Exercise material:
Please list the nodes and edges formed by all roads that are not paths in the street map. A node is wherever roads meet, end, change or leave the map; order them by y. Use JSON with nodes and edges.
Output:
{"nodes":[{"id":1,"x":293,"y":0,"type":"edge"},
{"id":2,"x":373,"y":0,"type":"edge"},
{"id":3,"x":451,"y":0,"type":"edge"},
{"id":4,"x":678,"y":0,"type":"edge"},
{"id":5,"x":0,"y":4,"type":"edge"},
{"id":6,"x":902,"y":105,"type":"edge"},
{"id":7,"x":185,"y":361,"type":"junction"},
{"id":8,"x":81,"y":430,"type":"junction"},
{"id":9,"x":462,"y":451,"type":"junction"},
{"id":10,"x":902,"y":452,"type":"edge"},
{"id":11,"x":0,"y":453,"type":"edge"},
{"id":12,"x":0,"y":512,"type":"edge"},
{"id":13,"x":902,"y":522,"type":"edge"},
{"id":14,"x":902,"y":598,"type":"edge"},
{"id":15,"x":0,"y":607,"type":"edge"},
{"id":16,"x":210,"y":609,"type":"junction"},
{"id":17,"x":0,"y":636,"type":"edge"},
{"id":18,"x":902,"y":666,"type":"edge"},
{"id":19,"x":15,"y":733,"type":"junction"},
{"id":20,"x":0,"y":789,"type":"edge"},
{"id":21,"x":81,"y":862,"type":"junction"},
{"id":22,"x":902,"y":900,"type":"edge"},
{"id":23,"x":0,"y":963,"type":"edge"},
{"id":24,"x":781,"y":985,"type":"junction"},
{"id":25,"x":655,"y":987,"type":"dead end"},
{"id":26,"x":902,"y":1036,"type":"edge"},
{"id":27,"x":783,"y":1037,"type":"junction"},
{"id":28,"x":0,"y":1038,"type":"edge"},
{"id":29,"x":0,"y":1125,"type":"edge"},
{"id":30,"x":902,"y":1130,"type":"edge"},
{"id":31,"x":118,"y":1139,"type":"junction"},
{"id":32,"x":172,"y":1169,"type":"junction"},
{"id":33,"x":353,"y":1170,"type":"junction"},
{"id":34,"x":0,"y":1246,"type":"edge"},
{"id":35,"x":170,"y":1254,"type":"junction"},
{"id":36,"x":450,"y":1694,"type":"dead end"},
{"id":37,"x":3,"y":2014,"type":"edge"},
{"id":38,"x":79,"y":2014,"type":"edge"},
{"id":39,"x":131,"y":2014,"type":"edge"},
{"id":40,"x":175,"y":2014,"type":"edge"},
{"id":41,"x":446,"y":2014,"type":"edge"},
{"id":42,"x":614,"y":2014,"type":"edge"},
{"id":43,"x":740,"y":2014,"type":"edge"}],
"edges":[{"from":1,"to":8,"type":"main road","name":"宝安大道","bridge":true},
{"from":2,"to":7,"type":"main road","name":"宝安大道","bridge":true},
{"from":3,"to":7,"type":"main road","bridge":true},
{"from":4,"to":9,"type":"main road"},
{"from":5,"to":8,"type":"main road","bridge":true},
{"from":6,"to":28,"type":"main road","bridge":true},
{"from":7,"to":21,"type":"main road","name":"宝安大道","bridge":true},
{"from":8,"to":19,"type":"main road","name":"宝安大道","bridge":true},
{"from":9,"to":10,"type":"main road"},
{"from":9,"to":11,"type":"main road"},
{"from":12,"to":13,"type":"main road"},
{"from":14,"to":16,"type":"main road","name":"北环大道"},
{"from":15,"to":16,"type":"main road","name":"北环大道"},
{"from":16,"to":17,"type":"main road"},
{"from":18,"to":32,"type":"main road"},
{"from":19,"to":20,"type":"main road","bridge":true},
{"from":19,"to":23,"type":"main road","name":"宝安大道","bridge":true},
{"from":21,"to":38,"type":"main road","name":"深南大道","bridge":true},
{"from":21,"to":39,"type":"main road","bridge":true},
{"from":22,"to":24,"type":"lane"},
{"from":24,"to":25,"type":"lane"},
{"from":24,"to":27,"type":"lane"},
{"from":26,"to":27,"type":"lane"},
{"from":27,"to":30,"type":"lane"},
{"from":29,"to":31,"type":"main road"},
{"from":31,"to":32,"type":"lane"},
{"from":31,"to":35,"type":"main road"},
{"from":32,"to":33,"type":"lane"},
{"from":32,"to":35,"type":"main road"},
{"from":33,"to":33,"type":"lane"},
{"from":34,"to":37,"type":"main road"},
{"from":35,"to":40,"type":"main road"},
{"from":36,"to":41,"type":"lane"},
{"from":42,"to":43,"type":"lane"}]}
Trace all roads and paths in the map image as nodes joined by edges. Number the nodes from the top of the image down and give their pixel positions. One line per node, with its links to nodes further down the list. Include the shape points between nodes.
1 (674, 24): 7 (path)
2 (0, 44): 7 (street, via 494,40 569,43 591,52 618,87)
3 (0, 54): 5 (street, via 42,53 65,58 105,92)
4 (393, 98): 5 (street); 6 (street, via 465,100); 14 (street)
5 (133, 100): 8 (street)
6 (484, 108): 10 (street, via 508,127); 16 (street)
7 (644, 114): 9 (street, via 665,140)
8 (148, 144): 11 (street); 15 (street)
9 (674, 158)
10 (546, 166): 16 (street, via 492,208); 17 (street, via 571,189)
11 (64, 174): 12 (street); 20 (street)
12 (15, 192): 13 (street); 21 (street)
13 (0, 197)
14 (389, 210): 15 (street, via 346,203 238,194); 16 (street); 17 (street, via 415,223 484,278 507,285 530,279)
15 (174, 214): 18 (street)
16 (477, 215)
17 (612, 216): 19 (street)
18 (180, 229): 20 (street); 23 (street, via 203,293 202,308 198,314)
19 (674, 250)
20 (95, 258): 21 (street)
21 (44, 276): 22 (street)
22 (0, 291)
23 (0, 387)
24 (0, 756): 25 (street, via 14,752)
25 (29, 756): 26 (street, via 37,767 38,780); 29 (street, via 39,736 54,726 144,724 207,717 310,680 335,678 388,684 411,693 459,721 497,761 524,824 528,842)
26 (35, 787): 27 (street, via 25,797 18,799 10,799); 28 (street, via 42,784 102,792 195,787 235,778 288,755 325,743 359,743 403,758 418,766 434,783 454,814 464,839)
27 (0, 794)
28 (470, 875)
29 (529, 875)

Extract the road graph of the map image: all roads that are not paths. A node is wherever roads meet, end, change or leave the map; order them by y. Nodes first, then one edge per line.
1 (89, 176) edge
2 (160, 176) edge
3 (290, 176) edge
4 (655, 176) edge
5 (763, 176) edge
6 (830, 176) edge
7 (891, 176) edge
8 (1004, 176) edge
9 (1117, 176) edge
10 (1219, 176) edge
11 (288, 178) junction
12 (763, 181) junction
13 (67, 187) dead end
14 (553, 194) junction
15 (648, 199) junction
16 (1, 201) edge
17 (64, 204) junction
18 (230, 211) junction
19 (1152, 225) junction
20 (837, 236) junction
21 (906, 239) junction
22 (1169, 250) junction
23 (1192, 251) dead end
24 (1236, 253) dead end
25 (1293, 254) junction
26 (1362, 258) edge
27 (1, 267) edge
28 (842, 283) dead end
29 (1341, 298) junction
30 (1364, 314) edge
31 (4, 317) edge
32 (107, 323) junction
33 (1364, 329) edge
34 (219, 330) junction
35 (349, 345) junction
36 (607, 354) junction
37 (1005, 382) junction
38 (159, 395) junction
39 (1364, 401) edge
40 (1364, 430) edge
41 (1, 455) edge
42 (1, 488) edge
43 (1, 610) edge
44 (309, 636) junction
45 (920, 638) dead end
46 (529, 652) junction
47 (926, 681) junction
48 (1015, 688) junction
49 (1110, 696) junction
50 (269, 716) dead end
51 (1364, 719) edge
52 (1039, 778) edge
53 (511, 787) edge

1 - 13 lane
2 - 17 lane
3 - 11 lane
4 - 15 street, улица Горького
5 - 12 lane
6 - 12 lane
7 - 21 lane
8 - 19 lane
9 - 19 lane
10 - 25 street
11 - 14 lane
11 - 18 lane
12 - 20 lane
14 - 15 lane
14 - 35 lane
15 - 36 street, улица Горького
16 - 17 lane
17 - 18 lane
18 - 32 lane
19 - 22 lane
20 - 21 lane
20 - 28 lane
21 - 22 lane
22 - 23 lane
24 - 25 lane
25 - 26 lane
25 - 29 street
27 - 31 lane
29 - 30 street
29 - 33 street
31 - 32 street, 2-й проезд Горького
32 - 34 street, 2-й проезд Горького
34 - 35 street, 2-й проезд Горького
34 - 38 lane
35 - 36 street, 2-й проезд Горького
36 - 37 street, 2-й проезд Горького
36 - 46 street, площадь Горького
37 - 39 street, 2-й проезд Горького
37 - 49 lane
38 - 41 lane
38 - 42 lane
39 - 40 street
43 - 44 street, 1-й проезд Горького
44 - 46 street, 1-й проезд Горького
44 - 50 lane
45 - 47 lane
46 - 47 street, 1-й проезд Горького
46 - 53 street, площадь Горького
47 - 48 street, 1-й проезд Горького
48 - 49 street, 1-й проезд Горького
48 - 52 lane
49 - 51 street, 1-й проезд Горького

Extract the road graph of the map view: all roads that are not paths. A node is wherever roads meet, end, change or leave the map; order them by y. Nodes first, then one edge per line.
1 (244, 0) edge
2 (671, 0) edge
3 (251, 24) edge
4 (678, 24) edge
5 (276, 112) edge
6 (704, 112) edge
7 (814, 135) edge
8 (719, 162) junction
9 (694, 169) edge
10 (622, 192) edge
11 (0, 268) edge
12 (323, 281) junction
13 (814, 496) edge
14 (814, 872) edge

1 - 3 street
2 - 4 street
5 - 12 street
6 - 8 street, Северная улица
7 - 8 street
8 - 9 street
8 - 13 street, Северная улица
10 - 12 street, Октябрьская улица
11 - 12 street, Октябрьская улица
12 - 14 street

Task details:
Look over the data above and show each line that contains "Северная".

Solution below:
6 - 8 street, Северная улица
8 - 13 street, Северная улица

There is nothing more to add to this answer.